Items from a data source:
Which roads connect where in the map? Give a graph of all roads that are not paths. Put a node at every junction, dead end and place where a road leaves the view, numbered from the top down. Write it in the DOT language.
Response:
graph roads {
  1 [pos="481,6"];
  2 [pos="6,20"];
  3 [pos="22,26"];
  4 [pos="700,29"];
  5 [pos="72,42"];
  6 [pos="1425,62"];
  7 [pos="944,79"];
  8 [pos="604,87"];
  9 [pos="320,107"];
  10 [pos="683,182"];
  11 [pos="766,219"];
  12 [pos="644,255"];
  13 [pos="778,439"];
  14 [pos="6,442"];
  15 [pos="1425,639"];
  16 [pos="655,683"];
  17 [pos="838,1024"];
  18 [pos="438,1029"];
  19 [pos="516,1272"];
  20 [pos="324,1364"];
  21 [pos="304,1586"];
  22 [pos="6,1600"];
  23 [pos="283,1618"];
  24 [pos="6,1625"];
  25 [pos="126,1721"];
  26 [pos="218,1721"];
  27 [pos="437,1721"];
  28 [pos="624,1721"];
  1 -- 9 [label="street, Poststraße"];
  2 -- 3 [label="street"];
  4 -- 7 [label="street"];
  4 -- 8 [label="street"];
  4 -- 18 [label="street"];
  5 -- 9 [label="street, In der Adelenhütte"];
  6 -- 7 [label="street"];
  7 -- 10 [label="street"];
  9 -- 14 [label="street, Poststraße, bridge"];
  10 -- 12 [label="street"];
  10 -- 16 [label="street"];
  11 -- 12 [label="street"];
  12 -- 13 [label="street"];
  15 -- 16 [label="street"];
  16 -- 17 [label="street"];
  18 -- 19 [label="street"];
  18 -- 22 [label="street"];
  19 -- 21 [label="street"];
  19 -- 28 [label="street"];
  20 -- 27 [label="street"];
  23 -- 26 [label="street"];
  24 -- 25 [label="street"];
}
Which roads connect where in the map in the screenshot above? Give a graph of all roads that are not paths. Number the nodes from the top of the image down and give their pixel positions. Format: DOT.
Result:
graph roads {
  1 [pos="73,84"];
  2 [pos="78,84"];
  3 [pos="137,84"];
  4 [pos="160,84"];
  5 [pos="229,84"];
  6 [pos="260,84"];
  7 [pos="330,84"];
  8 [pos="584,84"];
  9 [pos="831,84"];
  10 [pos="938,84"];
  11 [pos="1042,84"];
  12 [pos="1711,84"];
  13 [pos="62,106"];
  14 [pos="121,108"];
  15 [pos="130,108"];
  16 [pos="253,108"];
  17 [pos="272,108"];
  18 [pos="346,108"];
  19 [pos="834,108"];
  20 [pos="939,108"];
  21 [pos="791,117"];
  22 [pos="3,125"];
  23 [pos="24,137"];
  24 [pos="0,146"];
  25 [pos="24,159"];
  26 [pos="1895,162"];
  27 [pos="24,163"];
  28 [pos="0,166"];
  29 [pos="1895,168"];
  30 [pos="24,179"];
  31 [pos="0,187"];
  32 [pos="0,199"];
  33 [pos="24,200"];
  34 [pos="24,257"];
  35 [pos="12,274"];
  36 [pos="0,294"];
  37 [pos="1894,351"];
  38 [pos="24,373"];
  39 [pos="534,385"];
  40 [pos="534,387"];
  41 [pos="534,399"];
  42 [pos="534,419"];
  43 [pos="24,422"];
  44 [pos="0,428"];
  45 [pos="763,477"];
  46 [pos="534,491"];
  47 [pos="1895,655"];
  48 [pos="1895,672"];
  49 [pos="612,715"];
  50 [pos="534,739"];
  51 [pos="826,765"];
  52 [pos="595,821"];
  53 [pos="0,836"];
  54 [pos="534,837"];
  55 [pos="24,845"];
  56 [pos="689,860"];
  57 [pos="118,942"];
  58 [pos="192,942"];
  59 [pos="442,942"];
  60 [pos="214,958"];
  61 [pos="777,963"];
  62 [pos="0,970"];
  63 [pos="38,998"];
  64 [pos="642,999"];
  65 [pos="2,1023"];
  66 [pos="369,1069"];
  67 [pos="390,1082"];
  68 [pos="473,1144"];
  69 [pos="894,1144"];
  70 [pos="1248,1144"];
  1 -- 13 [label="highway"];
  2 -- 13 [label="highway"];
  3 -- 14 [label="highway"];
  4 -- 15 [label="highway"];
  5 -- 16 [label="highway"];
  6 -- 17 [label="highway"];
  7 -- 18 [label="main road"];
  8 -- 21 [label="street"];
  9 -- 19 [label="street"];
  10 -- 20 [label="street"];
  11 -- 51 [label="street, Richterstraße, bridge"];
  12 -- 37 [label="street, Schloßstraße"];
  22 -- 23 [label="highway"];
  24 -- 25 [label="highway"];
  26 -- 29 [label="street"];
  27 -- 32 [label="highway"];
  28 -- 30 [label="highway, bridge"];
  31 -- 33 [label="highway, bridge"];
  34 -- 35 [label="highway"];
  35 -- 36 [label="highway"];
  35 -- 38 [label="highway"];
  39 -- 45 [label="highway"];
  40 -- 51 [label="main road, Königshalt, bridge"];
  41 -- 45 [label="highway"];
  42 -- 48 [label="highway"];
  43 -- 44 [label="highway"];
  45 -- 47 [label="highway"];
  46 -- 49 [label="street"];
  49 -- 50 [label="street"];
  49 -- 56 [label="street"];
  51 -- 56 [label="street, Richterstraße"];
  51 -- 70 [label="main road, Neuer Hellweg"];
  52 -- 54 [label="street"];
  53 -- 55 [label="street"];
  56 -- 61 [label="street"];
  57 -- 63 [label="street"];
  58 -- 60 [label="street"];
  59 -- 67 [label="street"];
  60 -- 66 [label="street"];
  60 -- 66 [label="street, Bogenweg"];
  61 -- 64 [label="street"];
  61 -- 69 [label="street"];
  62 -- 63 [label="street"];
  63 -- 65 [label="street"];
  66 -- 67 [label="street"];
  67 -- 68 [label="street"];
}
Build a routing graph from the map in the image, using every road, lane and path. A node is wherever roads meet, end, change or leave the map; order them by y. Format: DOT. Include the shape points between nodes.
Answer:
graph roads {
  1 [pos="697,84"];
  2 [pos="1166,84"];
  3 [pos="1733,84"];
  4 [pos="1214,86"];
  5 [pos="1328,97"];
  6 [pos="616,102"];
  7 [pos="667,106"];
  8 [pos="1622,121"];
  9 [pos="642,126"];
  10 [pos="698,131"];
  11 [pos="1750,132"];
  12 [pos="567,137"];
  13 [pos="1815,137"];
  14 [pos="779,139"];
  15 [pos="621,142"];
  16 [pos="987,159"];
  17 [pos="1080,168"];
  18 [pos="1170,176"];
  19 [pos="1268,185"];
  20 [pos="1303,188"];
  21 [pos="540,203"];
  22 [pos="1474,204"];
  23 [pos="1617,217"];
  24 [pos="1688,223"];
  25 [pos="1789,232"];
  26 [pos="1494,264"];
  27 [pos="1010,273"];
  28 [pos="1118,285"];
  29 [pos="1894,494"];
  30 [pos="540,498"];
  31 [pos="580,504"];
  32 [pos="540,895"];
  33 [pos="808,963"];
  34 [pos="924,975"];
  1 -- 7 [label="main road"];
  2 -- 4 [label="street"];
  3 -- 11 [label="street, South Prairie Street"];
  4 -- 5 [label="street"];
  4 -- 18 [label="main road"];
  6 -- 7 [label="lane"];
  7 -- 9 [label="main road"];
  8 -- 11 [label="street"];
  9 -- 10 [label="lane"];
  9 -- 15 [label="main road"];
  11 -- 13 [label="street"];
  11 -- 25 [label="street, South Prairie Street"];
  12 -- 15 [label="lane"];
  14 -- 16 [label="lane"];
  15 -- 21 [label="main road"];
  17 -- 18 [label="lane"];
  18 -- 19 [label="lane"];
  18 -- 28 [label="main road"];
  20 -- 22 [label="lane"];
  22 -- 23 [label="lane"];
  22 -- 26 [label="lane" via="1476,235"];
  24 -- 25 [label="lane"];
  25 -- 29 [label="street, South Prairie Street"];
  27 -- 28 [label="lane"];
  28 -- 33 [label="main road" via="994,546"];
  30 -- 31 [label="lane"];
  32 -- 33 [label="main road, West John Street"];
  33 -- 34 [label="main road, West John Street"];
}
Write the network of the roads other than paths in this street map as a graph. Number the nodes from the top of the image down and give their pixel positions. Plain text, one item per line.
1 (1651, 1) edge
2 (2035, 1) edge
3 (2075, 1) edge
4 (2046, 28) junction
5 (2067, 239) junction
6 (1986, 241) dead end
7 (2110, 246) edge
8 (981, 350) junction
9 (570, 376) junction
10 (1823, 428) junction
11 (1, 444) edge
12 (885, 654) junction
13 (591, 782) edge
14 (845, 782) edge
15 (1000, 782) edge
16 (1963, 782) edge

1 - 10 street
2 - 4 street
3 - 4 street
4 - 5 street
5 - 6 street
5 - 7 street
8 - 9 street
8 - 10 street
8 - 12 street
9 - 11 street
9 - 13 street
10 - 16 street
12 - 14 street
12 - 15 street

> [Problem to solve] Scan the lines above, and whenever one holds the string "John", copy it.

> [Response for this exercise]
  32 -- 33 [label="main road, West John Street"];
  33 -- 34 [label="main road, West John Street"];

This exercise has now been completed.